Bei te.ma veröffentlicht 09.08.2023

te.ma DOI 10.57964/h4bp-kv06

Geschrieben von Laura Worsch
Bei te.ma veröffentlicht 09.08.2023
te.ma DOI 10.57964/h4bp-kv06

Pamela Abbott und Andrea Teti zufolge unterscheidet sich das Demokratiebild der Europäischen Union deutlich von dem der Gesellschaften nordafrikanischer Staaten. Das trage maßgeblich zur oftmals erfolglosen Demokratieförderung der EU in der Region bei.

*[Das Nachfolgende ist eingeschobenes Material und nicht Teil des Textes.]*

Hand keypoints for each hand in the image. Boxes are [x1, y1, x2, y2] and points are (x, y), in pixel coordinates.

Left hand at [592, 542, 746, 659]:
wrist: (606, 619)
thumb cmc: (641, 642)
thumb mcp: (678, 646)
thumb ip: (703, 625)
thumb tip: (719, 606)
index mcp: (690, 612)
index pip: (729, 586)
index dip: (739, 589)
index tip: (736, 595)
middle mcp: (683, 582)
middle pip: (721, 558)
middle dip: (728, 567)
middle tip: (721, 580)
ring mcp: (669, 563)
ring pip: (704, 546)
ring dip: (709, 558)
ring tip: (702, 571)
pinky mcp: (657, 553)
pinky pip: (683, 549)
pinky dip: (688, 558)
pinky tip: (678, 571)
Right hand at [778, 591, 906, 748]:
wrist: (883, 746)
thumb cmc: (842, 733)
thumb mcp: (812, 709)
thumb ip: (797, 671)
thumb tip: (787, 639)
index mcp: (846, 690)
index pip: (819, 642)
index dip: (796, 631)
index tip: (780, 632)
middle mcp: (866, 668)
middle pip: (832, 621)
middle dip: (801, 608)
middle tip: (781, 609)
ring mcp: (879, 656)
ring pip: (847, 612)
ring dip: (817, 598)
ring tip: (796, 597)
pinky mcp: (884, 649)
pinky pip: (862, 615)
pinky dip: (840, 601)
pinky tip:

Die Analyse der beiden Politikwissenschaftler beruht auf öffentlichen Meinungsumfragen, die im Zeitraum von 2011 bis 2018 in Algerien, Ägypten, Libyen, Marokko und Tunesien durchgeführt wurden. Ziel war es, das Demokratieverständnis in diesen Ländern nach den Massendemonstrationen des Arabischen Frühlings zu identifizieren und mit dem offiziell von der EU verbreiteten Demokratiebild zu vergleichen. 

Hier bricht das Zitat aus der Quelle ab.